Patrick, it's a fair question. I think what we do is we continue to monitor all our margins on almost on a well-by-well basis and definitely by an area basis and make sure that we're generating positive margin. If the production is not sufficient to cover its variable costs, we will shut that production in. So that does mitigate some of that exposure. I would say that generally tends to be our higher operating cost properties that get shut in. So if you were looking at $1 per BOE basis, that gives you a little bit of protection to that, but you are ultimately losing the production. So on a dollar per barrel basis, I think we're probably okay, but we're going to continue to monitor that, and we will shut-in production if it is not covering its variable operating costs.
And just to add to that, one last point. The decline rate in heavy oil is a lot lower than Viking or Eagle Ford. So as we take the foot off the gas on capital, it's nowhere near as revealing to the an underlying decline as the other assets. It's fairly resilient in the high teens versus kind of the decline rates that we have in the horizontal multistage fracking of the Eagle Ford and the Viking.
And as you guys have been reactive here on the heavy oil side and shut-in subeconomic production here and there and brought it back on. Are you seeing any reservoir impacts? Or is the reservoir performing as you would have expected?
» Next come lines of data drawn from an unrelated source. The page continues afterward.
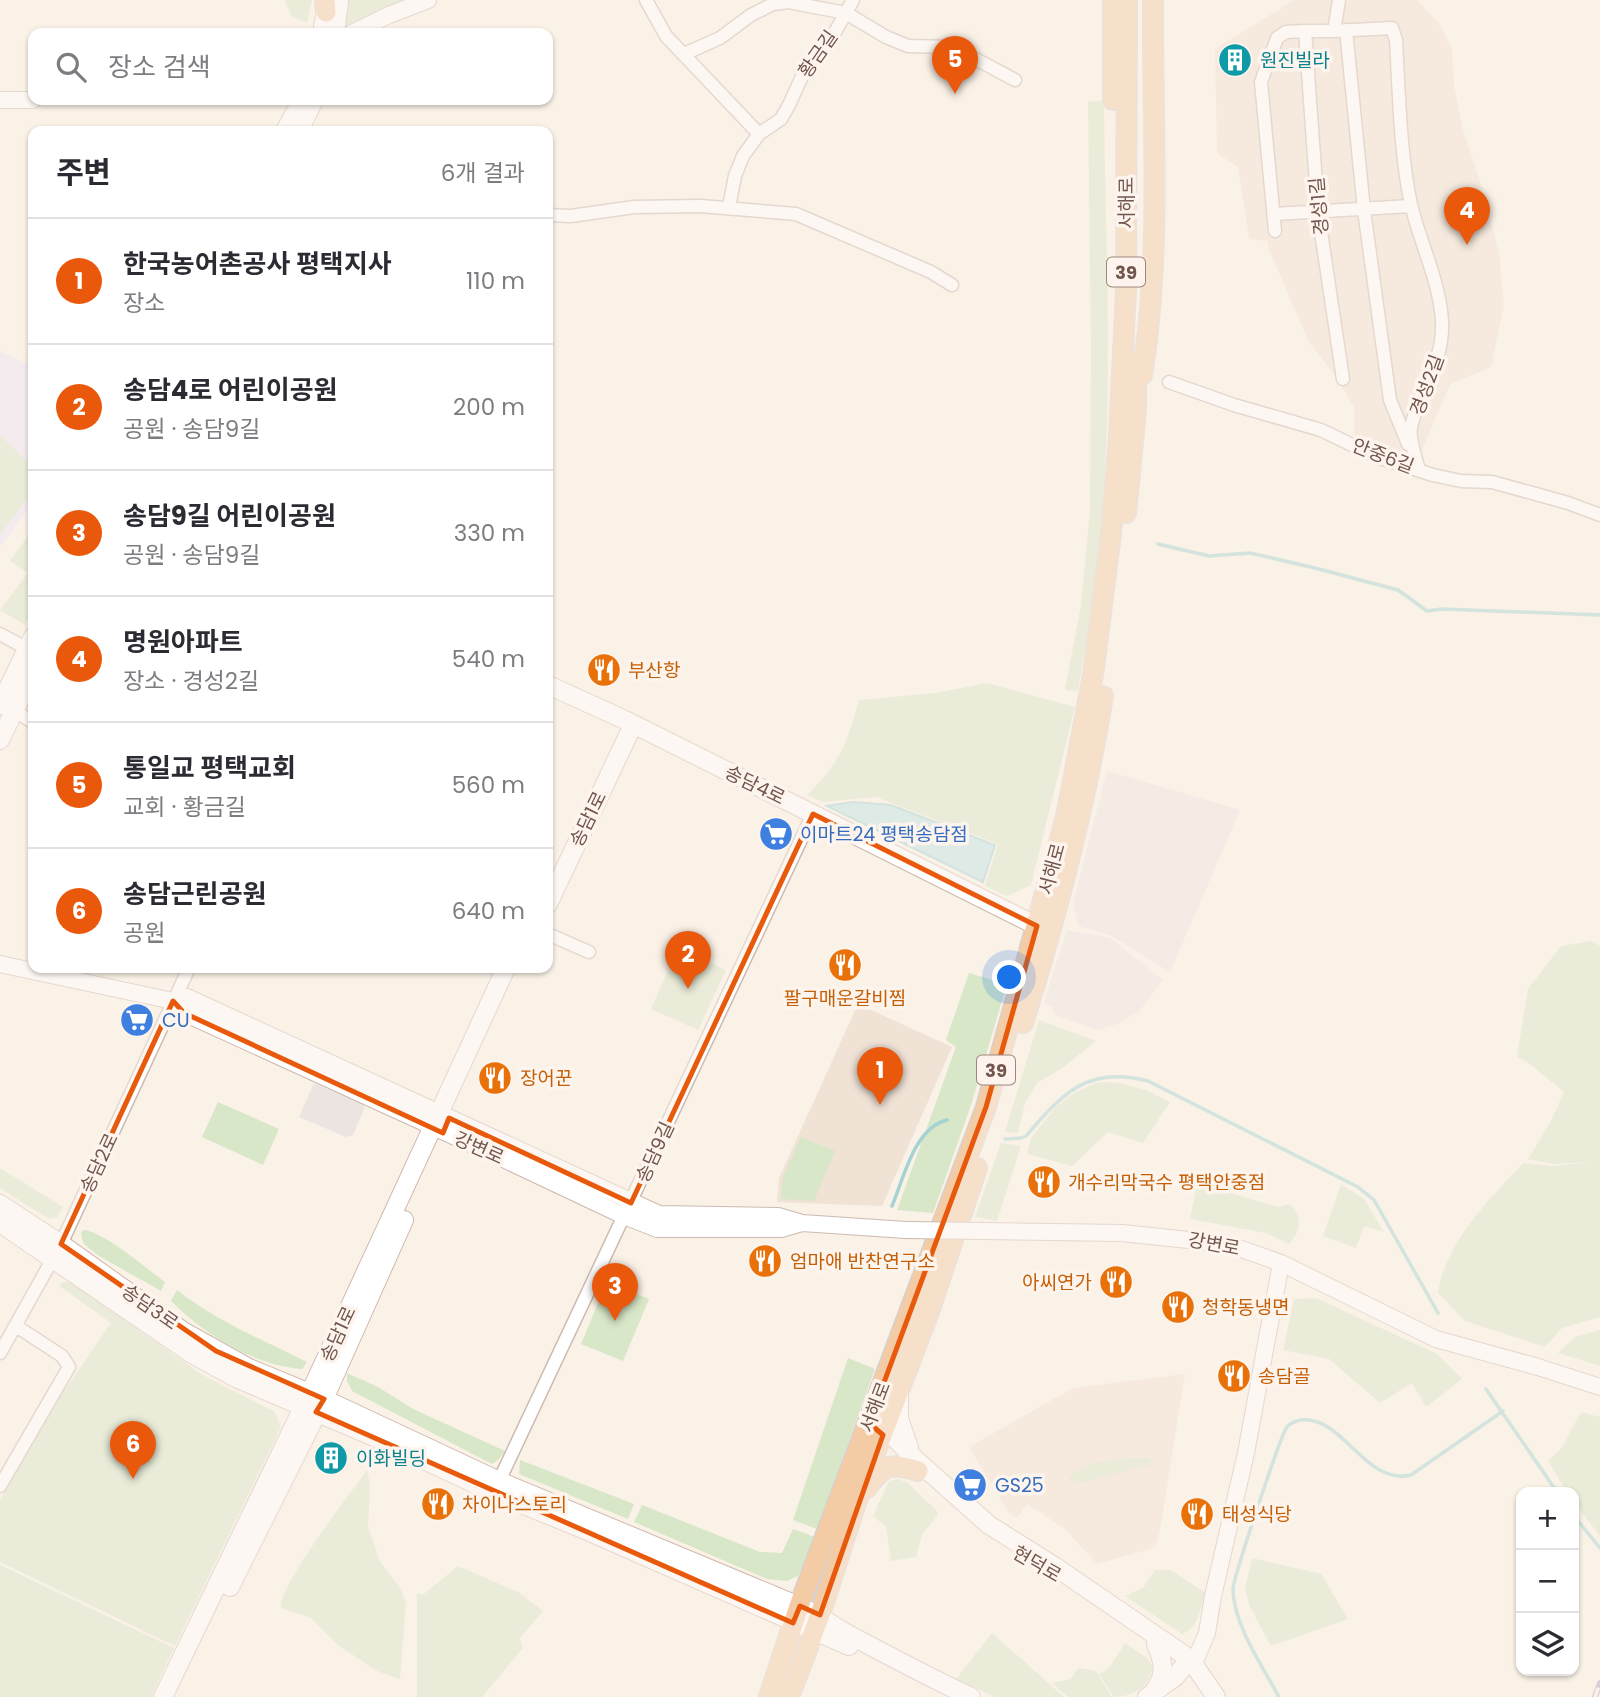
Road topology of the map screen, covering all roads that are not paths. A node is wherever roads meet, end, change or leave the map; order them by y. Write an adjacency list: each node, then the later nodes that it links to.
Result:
1 (428, 0): 13 (street)
2 (646, 0): 16 (street)
3 (853, 0): 10 (street)
4 (1113, 0): 37 (main road)
5 (1127, 0): 22 (main road, 서해로 / 39)
6 (1140, 0): 22 (main road, 서해로 / 39)
7 (1153, 0): 36 (main road)
8 (1339, 0): 14 (street)
9 (330, 3): 11 (main road); 12 (main road)
10 (846, 13): 16 (street); 17 (street, 황금길); 25 (street, 황금길)
11 (323, 28)
12 (334, 28)
13 (362, 28)
14 (1340, 30): 15 (street); 26 (street, 경성2길); 28 (street, 경성2길)
15 (1305, 31): 29 (street, 경성1길); 31 (street)
16 (684, 54): 25 (street)
17 (1015, 80)
18 (0, 100): 19 (street)
19 (28, 100)
20 (299, 105): 23 (main road)
21 (312, 105): 24 (main road)
22 (1132, 106): 36 (main road, 서해로 / 39); 37 (main road, 서해로 / 39)
23 (288, 126)
24 (301, 126)
25 (759, 134): 27 (street, 황금길)
26 (1411, 206): 28 (street); 38 (street, 경성2길)
27 (729, 207): 30 (street); 33 (street)
28 (1364, 209): 29 (street); 38 (street, 경성2길)
29 (1318, 212): 31 (street); 34 (street, 경성1길)
30 (553, 215)
31 (1274, 215): 32 (street)
32 (1275, 231)
33 (952, 285)
34 (1343, 379)
35 (1169, 382): 38 (street, 안중6길)
36 (1136, 411): 72 (main road, 서해로 / 39)
37 (1119, 437): 53 (main road, 서해로 / 39)
38 (1419, 470): 39 (street, 안중6길)
39 (1600, 516)
40 (0, 634): 41 (street)
41 (28, 645)
42 (28, 654): 46 (main road)
43 (28, 679): 46 (main road)
44 (553, 688): 48 (main road, 송담4로)
45 (553, 697): 48 (main road, 송담4로)
46 (7, 708): 47 (street); 49 (main road)
47 (28, 719)
48 (626, 726): 50 (main road, 송담4로); 51 (main road, 송담1로); 52 (main road, 송담1로)
49 (0, 740)
50 (811, 818): 53 (main road, 송담4로); 65 (street, 송담9길)
51 (553, 869)
52 (553, 893)
53 (1035, 932): 74 (main road, 서해로 / 39)
54 (553, 936): 55 (street)
55 (589, 952)
56 (0, 964): 57 (street, 강변로)
57 (28, 970)
58 (42, 973): 62 (street, 강변로)
59 (187, 973): 62 (street, 송담2로)
60 (504, 973): 63 (main road, 송담1로)
61 (516, 973): 63 (main road, 송담1로)
62 (173, 1001): 63 (street, 강변로); 67 (street, 송담2로)
63 (442, 1123): 65 (street, 강변로); 73 (main road, 송담1로)
64 (0, 1204): 67 (main road, 송담3로)
65 (628, 1209): 68 (street, 강변로, bridge); 76 (street, 송담9길)
66 (0, 1223): 67 (main road, 송담3로)
67 (58, 1251): 69 (street, 송담2로); 73 (main road, 송담3로)
68 (1281, 1263): 71 (street, 강변로); 82 (street)
69 (16, 1326): 70 (street, 송담2로); 77 (street)
70 (0, 1353)
71 (1600, 1387)
72 (899, 1392): 74 (main road, 서해로 / 39); 75 (main road)
73 (313, 1403): 76 (main road); 79 (main road); 84 (main road, 송담1로); 85 (main road, 송담1로)
74 (877, 1425): 75 (main road, 현덕로); 78 (main road, 서해로 / 39); 79 (main road, 서해로 / 39)
75 (917, 1465): 78 (main road); 81 (main road, 현덕로); 82 (main road, 현덕로)
76 (499, 1481): 79 (main road)
77 (0, 1486)
78 (856, 1503): 80 (main road, 서해로 / 39)
79 (796, 1614): 80 (main road); 86 (main road, 서해로 / 39)
80 (817, 1623): 87 (main road, 서해로 / 39); 88 (main road); 89 (main road)
81 (1156, 1644): 82 (main road, 현덕로); 83 (main road)
82 (1189, 1665): 83 (main road); 90 (main road, 현덕로)
83 (1152, 1695)
84 (163, 1697)
85 (176, 1697)
86 (769, 1697)
87 (789, 1697)
88 (958, 1697)
89 (971, 1697)
90 (1214, 1697)

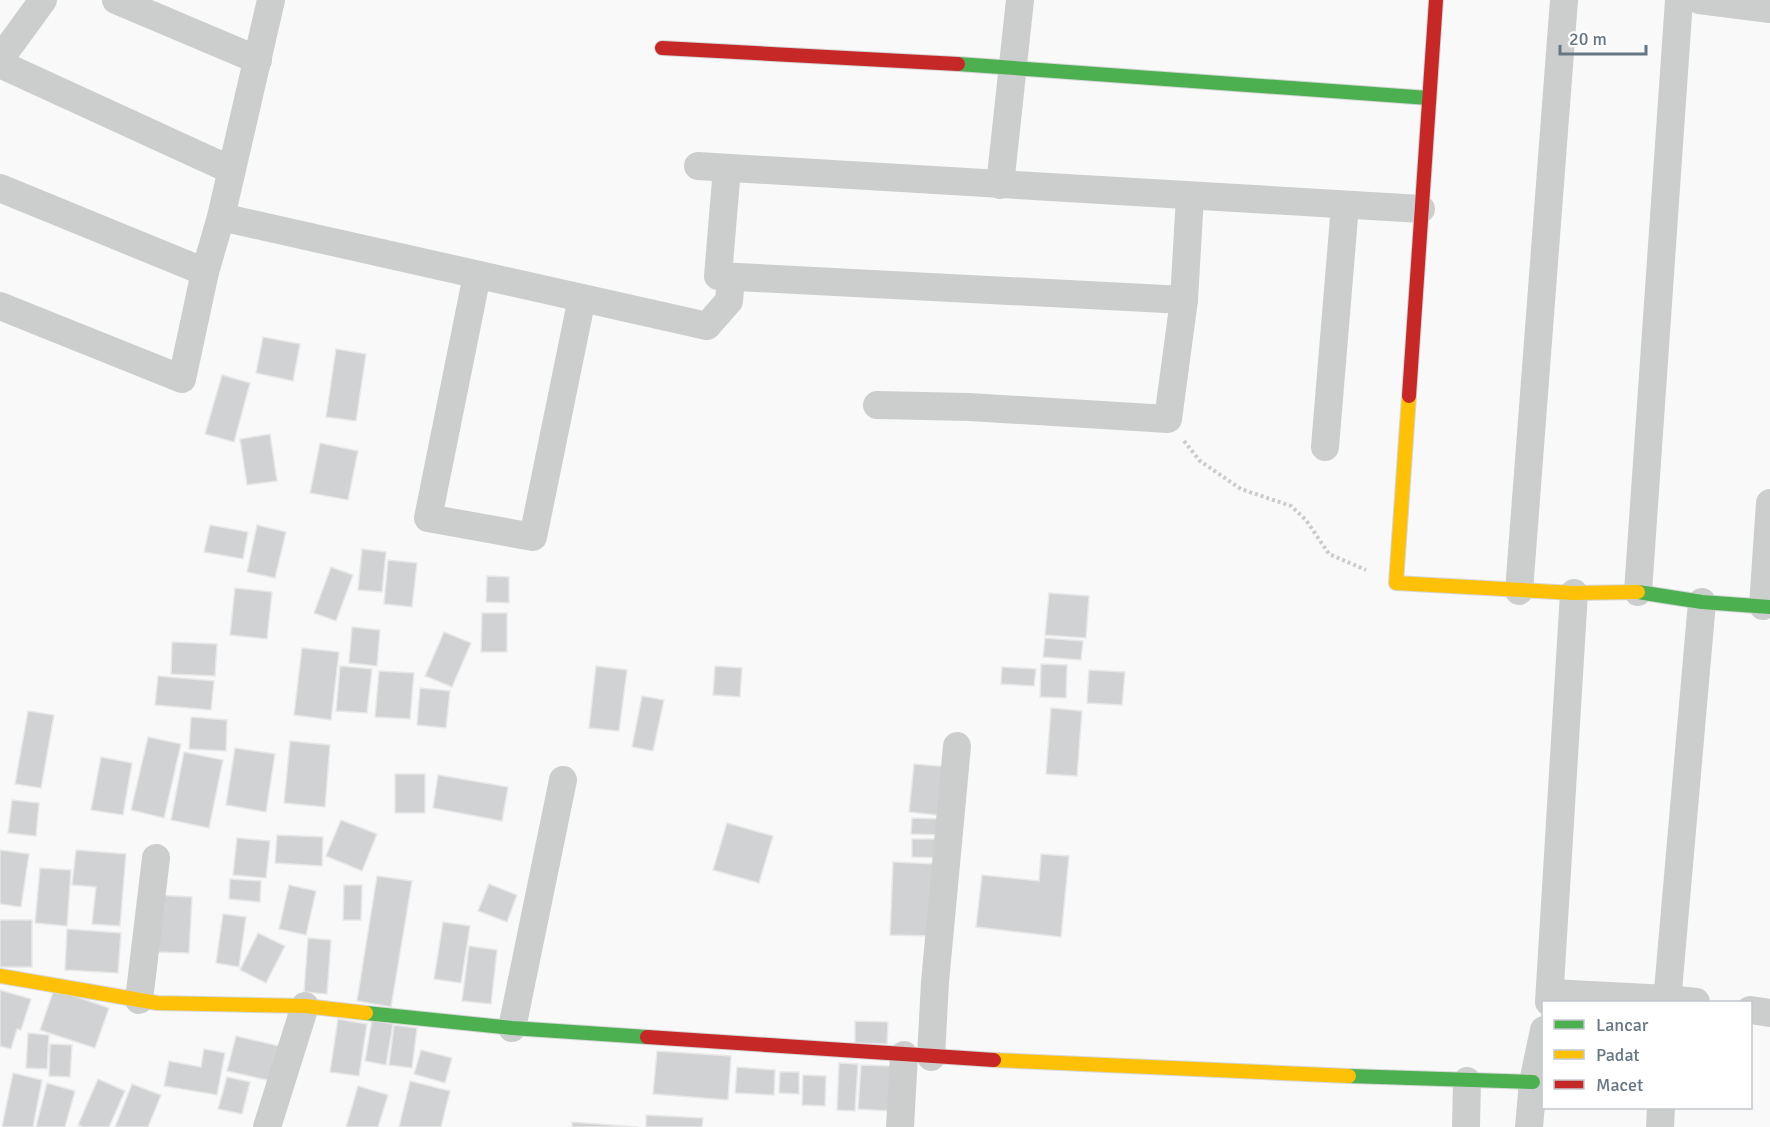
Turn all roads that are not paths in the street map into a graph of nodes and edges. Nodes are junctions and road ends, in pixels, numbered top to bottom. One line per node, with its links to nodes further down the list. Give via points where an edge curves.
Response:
1 (43, 0): 11 (street)
2 (116, 0): 12 (street)
3 (271, 0): 12 (street)
4 (1020, 0): 14 (street)
5 (1436, 0): 15 (street)
6 (1564, 0): 34 (street)
7 (1679, 0): 35 (street)
8 (1699, 0): 9 (street)
9 (1770, 9)
10 (662, 48): 14 (street)
11 (0, 59)
12 (258, 60): 18 (street)
13 (0, 64): 18 (street)
14 (1013, 67): 15 (street); 19 (street)
15 (1429, 98): 23 (street)
16 (698, 166): 17 (street)
17 (727, 168): 19 (street); 27 (street, via 718,276)
18 (231, 170): 24 (street)
19 (1000, 184): 21 (street)
20 (0, 188): 25 (street)
21 (1190, 196): 22 (street); 29 (street)
22 (1345, 205): 23 (street); 32 (street)
23 (1421, 209): 34 (street, via 1396,583)
24 (221, 217): 25 (street); 26 (street)
25 (205, 272): 30 (street, via 182,379)
26 (477, 275): 28 (street); 28 (street, via 428,518 533,537)
27 (731, 277): 28 (street, via 729,301 707,326); 29 (street)
28 (582, 298)
29 (1184, 300): 31 (street, via 1168,419)
30 (0, 306)
31 (877, 405)
32 (1324, 447)
33 (1770, 503): 38 (street)
34 (1519, 591): 36 (street)
35 (1638, 592): 36 (street); 37 (street)
36 (1574, 593): 43 (street)
37 (1702, 602): 38 (street); 45 (street)
38 (1766, 606)
39 (957, 747): 51 (street, via 935,982)
40 (563, 780): 49 (street)
41 (156, 858): 44 (street)
42 (0, 976): 44 (street)
43 (1550, 998): 45 (street)
44 (139, 1000): 46 (street)
45 (1667, 1000)
46 (304, 1006): 49 (street); 55 (street)
47 (1752, 1010): 48 (street)
48 (1770, 1013)
49 (512, 1028): 51 (street)
50 (1542, 1039): 53 (street)
51 (918, 1056): 52 (street); 56 (street)
52 (1467, 1081): 53 (street); 57 (street)
53 (1533, 1082): 58 (street)
54 (1661, 1109): 59 (street)
55 (267, 1127)
56 (900, 1127)
57 (1466, 1127)
58 (1530, 1127)
59 (1660, 1127)

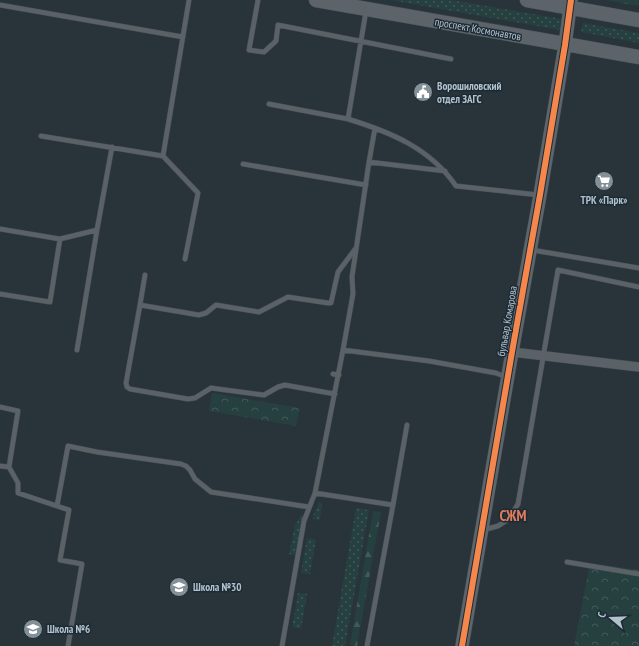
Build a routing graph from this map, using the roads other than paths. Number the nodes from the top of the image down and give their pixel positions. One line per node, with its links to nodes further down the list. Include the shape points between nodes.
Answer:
1 (189, 0): 9 (lane)
2 (258, 0): 10 (lane, via 249,50 264,52 276,41 278,25)
3 (316, 0): 7 (main road, проспект Космонавтов)
4 (527, 0): 5 (main road)
5 (570, 4): 8 (main road); 11 (street, бульвар Комарова)
6 (0, 5): 9 (lane)
7 (367, 9): 10 (lane); 11 (main road, проспект Космонавтов)
8 (639, 20)
9 (183, 37): 19 (lane)
10 (361, 42): 13 (lane); 15 (lane)
11 (565, 45): 12 (main road, проспект Космонавтов); 24 (street, бульвар Комарова)
12 (639, 57)
13 (451, 59)
14 (269, 104): 15 (lane)
15 (348, 119): 16 (lane)
16 (375, 128): 20 (lane); 22 (lane, via 415,146)
17 (41, 136): 18 (lane)
18 (112, 147): 19 (lane); 26 (lane)
19 (163, 156): 30 (lane, via 198,193)
20 (369, 162): 22 (lane); 23 (lane)
21 (243, 164): 23 (lane)
22 (446, 171): 24 (lane, via 456,186)
23 (366, 185): 28 (lane)
24 (540, 196): 29 (street, бульвар Комарова)
25 (0, 229): 27 (lane)
26 (97, 230): 27 (lane); 36 (lane)
27 (60, 239): 34 (lane, via 50,302)
28 (356, 248): 35 (lane, via 338,272 331,303 288,296 260,312 216,305 202,315); 37 (lane, via 352,277 353,294)
29 (530, 250): 31 (lane); 38 (street, бульвар Комарова)
30 (185, 259)
31 (639, 268)
32 (145, 275): 35 (lane)
33 (639, 287): 39 (lane, via 558,270)
34 (0, 294)
35 (140, 305): 44 (lane, via 126,383 130,389 188,400 211,388 264,395 285,385)
36 (77, 350)
37 (343, 350): 42 (lane); 43 (lane, via 444,364 496,373)
38 (512, 352): 39 (street); 43 (street, бульвар Комарова)
39 (543, 356): 40 (street); 53 (lane, via 518,504 510,519 498,526)
40 (639, 367)
41 (333, 374): 42 (lane)
42 (339, 375): 44 (lane)
43 (508, 378): 53 (street, бульвар Комарова)
44 (335, 394): 49 (lane)
45 (0, 407): 48 (lane, via 18,411)
46 (407, 425): 50 (lane)
47 (0, 466): 48 (lane)
48 (9, 467): 51 (lane, via 18,483 18,493)
49 (315, 493): 50 (lane); 52 (lane)
50 (393, 505): 58 (lane)
51 (57, 506): 52 (lane, via 68,446 181,464 211,492); 56 (lane, via 69,510 60,560 82,564)
52 (309, 507): 57 (lane, via 304,521)
53 (482, 530): 59 (street, бульвар Комарова)
54 (566, 562): 55 (lane)
55 (639, 574)
56 (68, 646)
57 (282, 646)
58 (367, 646)
59 (462, 646)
All these wells come back fine. We've done this over the years. We drill and complete wells. These aren't tied into large facilities. The one I would highlight is Kerrobert. We have 1 SAGD operating project down in South Central Saskatchewan. And we have to be a little more careful with how we ramp that down. So we ramped -- I would say we ramped down a little bit less than some of the other areas and didn't fully shut it in. We wanted to maintain some steaming in there and make sure we didn't get any unwanted effects in the subsurface, as you say. But we're largely just flowing through our multi-leg horizontals. And it's fairly straightforward to shut them in and bring them back without seeing any water coning or any other kind of deleterious effects.
Okay. And maybe just shifting gears real quickly here. Obviously, I don't think we're at a place where you're going to be executing on this today, especially with what I would say is a really good slide in the deck that lays out kind of the guidepost in terms of capital allocation spend, production, et cetera, that's on Page 10 there. But just curious, is there anything in your bank credit facility agreement that would prevent you from buying back your bonds at a discount? Any sort of limitations there? Or are you free to draw on that line if you wanted to reduce the debt?
Patrick, it's Rod. We do have the ability to buy back bonds if we want. There are limits to the amount that we could purchase and qualifications that have to be in place in terms of debt-to-EBITDA ratios prior to exercising those. But I would tell you that we do have the ability to buy back bonds today.
This concludes the question-and-answer session. I would like to turn the conference back over to the presenters for any closing remarks. .
Okay. Great. Thanks, Anastasia. Thanks, everyone, for participating in our third quarter conference call. Have a great day.
This concludes today's conference call. You may disconnect your lines. Thank you for participating, and have a pleasant day.